= Polly Sy =

Filipino mathematician

Polly Wee Sy is a Filipino mathematician specializing in functional analysis. She is a professor emeritus of mathematics at the University of the Philippines Diliman, the former head of the mathematics department at the university, and the former president of the Southeast Asia Mathematical Society.

Sy has a bachelor's degree, master's degree, and Ph.D. in mathematics from the University of the Philippines Diliman, earned in 1974, 1977, and 1982 respectively. Her doctoral dissertation, Köthe duals and matrix transformations, was supervised by Singaporean mathematician Peng Yee Lee.

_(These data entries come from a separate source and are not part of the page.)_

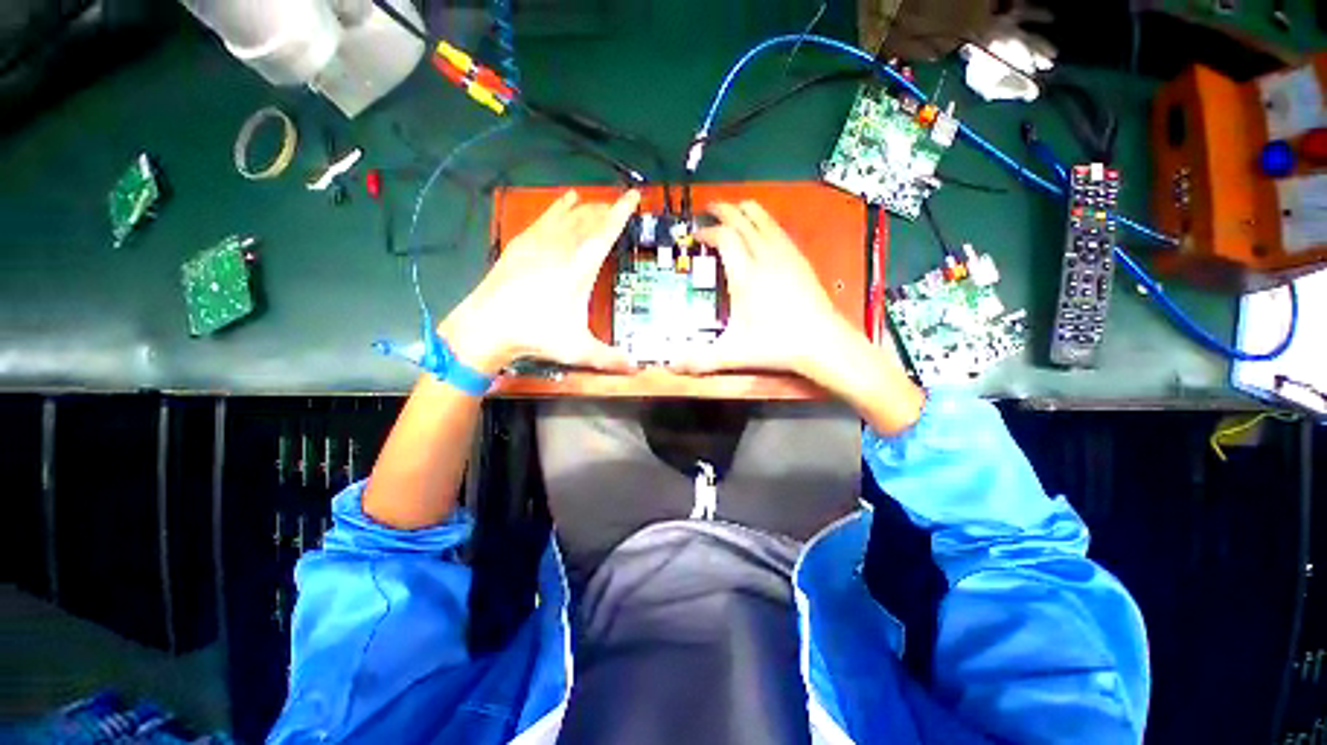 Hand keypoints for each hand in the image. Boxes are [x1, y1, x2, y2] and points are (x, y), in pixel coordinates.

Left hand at [441, 189, 639, 374]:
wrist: (486, 326)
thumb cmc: (536, 335)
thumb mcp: (578, 349)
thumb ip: (610, 358)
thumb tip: (637, 369)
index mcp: (579, 268)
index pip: (606, 232)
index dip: (622, 213)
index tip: (634, 196)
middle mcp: (561, 249)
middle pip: (588, 220)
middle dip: (605, 210)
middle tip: (618, 207)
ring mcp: (538, 244)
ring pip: (567, 216)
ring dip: (586, 208)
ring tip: (597, 203)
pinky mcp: (520, 245)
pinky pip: (545, 218)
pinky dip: (558, 207)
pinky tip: (564, 201)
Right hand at [673, 200, 924, 434]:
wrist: (823, 342)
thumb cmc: (777, 345)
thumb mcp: (733, 353)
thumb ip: (700, 359)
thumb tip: (670, 366)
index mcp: (746, 274)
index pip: (725, 236)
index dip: (708, 230)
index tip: (697, 234)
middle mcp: (766, 257)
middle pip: (744, 220)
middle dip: (725, 210)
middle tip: (710, 207)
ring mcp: (786, 256)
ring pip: (764, 219)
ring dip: (746, 211)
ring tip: (734, 210)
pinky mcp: (800, 260)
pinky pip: (779, 230)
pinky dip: (765, 222)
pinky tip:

She also has a second doctorate, a 1992 D.Sc. from Nagoya University.

Sy chaired the mathematics department at the University of the Philippines Diliman twice, from 1994 to 1996 and 1999 to 2002, and served as president of the Southeast Asia Mathematical Society from 1998 to 1999. She became a full professor at the university in 2000, and retired to become a professor emeritus in 2019.

In 1988 the Philippine National Academy of Science and Technology gave Sy their Outstanding Young Scientist Award and in 1992 they gave her their Science Prize. In 2013 the Institute of Mathematics of the University of the Philippines Diliman held a workshop in honor of Sy's 60th birthday.